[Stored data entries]
————————

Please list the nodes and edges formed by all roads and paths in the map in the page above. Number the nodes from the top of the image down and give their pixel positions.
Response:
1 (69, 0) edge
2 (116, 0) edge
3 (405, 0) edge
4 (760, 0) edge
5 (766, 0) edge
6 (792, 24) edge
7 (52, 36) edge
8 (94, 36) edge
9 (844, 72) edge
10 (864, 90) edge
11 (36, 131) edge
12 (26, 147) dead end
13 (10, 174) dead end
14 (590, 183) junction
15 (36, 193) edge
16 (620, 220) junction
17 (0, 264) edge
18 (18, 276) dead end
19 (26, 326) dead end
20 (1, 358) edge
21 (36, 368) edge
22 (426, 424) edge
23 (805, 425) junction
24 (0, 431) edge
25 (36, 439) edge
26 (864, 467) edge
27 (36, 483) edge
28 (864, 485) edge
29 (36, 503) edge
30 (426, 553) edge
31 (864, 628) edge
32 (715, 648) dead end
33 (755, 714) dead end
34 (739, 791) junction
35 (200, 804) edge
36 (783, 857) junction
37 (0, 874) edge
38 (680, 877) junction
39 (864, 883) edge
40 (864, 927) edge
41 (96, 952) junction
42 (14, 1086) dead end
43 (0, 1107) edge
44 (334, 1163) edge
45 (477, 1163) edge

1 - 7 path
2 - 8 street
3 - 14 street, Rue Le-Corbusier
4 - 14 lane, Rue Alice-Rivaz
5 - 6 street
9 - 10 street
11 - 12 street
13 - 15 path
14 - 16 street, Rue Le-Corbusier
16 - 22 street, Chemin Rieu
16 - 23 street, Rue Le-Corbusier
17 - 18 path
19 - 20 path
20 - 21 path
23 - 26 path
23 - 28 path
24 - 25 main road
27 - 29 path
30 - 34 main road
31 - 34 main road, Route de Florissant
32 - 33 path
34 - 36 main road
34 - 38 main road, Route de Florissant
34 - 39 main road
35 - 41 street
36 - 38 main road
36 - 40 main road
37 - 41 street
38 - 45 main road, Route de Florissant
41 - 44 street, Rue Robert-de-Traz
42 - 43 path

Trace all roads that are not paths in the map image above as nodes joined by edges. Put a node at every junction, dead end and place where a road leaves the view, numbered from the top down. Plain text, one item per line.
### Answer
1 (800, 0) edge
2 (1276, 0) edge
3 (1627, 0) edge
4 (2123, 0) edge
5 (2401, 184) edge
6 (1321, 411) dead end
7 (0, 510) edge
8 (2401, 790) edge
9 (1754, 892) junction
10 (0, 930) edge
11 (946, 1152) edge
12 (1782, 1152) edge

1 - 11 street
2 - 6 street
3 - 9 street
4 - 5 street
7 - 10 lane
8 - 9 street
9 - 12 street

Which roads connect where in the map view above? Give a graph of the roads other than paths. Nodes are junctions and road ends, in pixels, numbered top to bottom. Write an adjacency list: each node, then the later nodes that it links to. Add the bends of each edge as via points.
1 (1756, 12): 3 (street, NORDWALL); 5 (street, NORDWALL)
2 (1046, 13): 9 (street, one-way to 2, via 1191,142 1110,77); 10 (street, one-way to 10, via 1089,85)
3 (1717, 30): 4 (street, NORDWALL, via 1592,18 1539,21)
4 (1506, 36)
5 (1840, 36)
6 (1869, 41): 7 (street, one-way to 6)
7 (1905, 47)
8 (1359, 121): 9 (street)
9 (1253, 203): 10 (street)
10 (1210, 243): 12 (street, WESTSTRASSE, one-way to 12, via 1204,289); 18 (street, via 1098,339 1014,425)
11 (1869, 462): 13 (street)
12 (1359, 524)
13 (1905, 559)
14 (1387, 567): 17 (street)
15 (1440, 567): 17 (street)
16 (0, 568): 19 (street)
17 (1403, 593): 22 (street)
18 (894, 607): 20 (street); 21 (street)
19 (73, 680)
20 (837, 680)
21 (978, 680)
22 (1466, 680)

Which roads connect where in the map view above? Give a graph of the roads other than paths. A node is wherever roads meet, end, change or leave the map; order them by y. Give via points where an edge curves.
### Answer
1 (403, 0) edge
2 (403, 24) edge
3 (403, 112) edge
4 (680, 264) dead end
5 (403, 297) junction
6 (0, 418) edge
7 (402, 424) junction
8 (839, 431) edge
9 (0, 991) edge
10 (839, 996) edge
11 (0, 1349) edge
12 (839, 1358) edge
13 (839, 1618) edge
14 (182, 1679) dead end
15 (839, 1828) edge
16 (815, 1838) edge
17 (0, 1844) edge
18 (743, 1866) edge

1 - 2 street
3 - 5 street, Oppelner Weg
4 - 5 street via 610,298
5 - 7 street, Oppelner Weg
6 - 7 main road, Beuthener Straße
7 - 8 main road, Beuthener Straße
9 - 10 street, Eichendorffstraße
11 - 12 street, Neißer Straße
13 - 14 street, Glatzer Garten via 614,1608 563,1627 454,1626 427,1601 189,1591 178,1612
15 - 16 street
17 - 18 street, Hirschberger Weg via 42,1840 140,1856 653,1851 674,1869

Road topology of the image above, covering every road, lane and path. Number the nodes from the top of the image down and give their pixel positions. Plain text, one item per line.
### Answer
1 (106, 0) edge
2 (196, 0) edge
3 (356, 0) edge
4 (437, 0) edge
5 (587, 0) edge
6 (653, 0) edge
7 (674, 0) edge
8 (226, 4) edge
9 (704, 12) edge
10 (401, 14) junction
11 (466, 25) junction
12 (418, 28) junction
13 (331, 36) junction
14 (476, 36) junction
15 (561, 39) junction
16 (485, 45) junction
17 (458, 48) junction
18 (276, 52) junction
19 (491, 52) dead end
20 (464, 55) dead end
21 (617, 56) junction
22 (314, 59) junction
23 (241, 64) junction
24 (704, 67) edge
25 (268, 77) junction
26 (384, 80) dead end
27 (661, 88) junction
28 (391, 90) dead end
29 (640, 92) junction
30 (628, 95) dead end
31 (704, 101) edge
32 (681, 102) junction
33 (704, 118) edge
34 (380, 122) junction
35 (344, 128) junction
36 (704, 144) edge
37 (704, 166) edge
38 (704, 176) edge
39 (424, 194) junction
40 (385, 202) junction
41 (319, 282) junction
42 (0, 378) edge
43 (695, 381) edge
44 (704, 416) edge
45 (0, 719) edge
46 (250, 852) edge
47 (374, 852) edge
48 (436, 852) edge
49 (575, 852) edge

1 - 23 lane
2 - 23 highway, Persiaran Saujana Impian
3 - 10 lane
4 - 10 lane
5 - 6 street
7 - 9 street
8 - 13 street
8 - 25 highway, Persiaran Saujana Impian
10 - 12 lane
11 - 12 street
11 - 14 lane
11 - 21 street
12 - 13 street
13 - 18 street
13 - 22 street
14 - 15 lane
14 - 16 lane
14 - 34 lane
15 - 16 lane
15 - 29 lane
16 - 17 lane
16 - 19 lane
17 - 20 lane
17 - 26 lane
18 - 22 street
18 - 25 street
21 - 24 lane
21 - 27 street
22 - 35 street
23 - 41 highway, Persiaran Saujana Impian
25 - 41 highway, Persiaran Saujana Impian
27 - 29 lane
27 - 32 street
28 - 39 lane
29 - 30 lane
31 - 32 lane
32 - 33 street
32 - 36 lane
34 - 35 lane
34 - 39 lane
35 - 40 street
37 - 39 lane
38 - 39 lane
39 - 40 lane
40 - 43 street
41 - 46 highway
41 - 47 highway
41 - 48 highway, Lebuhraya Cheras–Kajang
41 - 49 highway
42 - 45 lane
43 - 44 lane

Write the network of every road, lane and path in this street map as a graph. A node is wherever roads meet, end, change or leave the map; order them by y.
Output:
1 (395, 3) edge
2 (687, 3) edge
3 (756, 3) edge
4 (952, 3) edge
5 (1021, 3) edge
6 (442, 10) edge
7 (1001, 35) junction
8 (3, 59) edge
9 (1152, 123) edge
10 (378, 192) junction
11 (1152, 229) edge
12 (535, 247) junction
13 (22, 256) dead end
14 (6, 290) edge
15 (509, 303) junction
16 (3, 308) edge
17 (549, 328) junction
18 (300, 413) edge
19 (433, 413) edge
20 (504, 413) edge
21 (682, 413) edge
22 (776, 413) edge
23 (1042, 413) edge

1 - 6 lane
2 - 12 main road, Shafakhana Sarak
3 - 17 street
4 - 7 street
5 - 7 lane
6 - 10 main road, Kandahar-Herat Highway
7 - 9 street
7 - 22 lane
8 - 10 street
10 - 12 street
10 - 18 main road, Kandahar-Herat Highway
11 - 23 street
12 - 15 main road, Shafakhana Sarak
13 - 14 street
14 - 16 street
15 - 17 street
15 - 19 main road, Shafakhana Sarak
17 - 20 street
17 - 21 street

————————

What is required: How many lines of these entries contain the string "edges"? Reply with the number alone.

Output below: 2